## [PROBLEM TO WORK ON]
Lines containing the word "roads" are the ones to copy from the records below.

## [DATASET CONTENT]
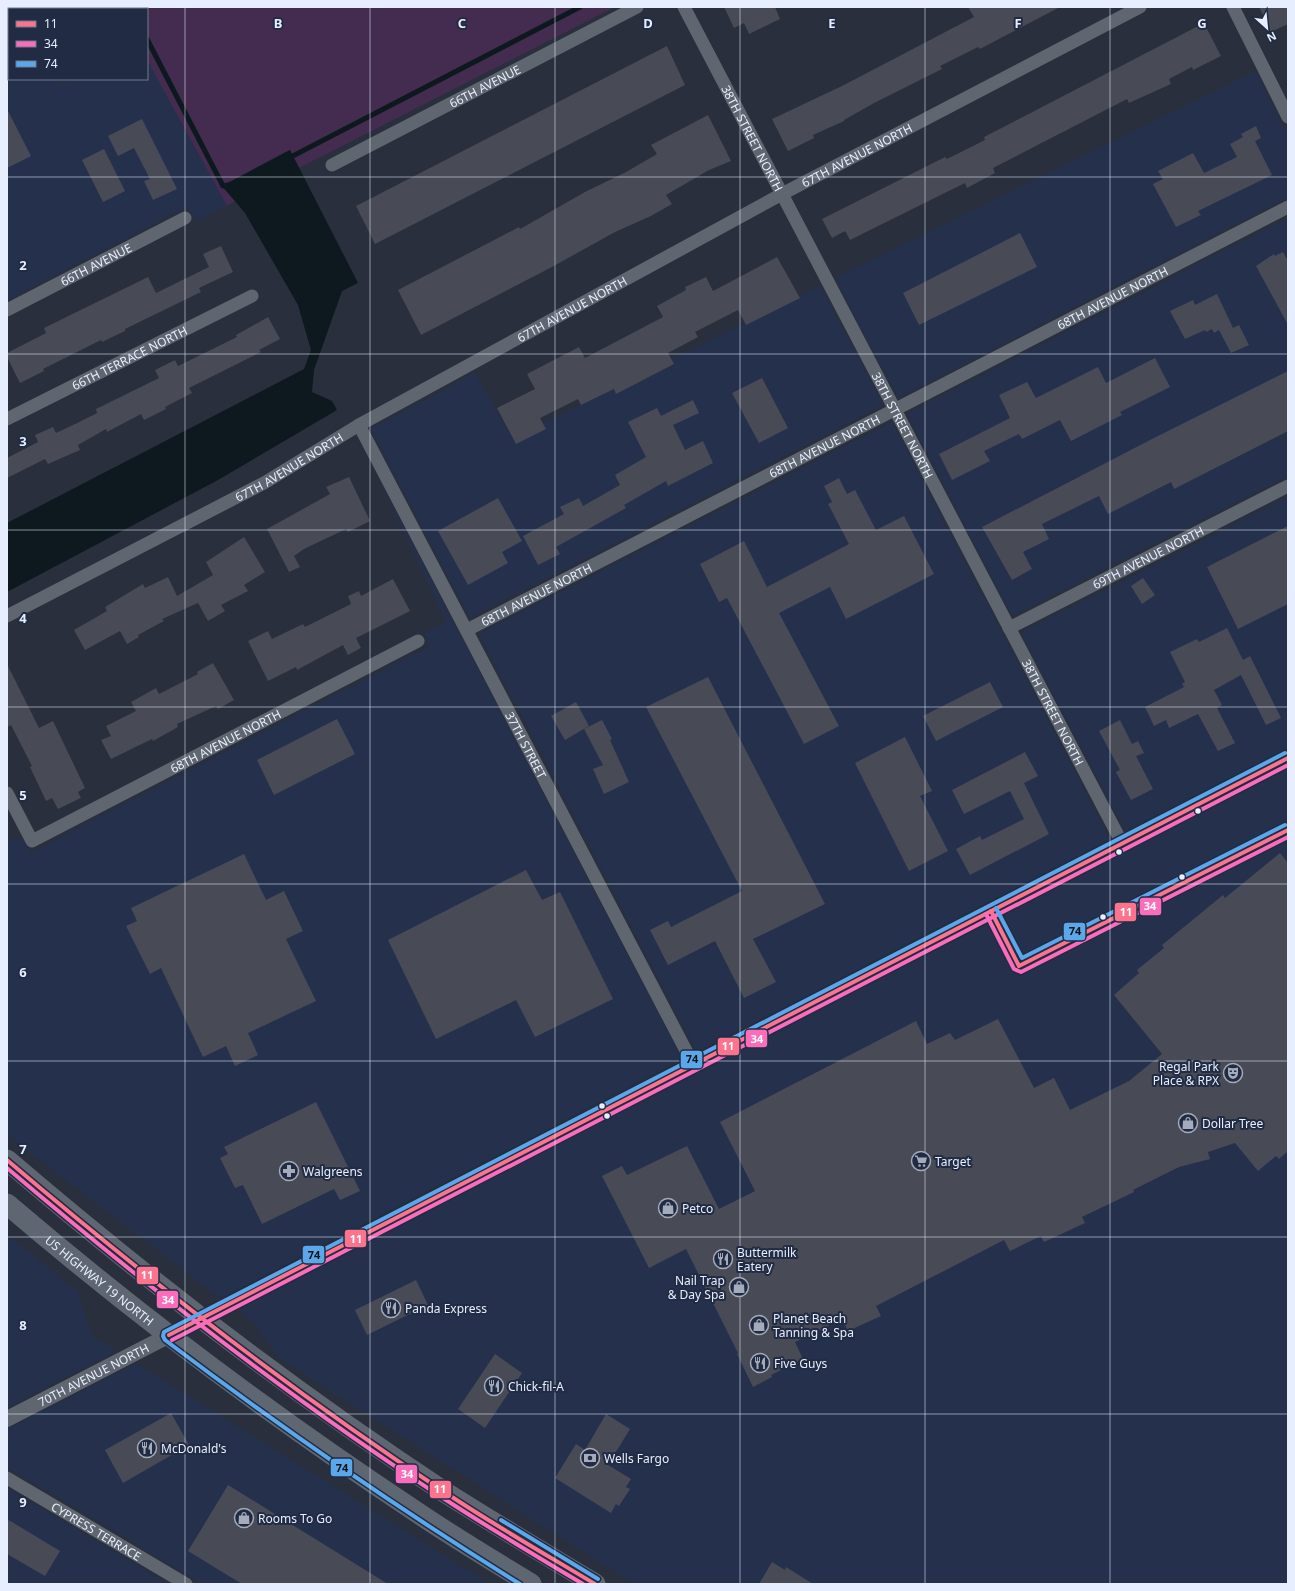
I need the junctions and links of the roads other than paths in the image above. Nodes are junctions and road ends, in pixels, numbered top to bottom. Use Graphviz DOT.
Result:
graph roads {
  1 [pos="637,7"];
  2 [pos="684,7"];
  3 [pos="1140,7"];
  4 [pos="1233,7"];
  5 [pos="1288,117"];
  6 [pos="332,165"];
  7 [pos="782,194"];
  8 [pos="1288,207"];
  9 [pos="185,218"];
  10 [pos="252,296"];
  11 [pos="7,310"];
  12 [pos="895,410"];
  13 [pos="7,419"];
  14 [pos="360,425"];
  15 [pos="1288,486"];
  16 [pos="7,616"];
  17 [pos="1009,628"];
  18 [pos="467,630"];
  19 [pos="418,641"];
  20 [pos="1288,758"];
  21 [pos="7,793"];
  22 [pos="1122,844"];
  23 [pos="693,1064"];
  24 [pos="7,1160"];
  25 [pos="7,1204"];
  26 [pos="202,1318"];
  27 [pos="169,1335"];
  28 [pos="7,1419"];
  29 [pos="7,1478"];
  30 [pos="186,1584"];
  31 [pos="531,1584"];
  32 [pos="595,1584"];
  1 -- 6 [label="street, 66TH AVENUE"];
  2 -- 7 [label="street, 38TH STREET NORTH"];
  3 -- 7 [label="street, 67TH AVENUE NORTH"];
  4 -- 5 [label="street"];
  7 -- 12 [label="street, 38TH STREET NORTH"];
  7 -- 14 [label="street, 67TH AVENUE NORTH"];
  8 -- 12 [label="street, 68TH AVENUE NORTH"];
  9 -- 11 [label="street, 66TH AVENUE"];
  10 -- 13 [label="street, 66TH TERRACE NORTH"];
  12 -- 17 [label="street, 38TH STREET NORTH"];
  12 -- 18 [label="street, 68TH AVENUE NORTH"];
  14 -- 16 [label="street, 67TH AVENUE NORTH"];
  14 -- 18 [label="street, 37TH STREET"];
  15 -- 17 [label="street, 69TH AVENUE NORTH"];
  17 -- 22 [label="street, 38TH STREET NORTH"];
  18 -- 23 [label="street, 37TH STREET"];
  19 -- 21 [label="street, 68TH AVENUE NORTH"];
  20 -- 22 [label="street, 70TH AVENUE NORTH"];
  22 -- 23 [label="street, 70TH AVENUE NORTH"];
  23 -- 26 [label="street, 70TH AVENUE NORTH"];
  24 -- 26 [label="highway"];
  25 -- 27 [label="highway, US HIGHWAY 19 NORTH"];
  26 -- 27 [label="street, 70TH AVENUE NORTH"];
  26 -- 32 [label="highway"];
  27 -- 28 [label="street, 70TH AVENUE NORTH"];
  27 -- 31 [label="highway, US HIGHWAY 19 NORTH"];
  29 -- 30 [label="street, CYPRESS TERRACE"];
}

## [RESPONSE TO THIS EXERCISE]
I need the junctions and links of the roads other than paths in the image above. Nodes are junctions and road ends, in pixels, numbered top to bottom. Use Graphviz DOT.
graph roads {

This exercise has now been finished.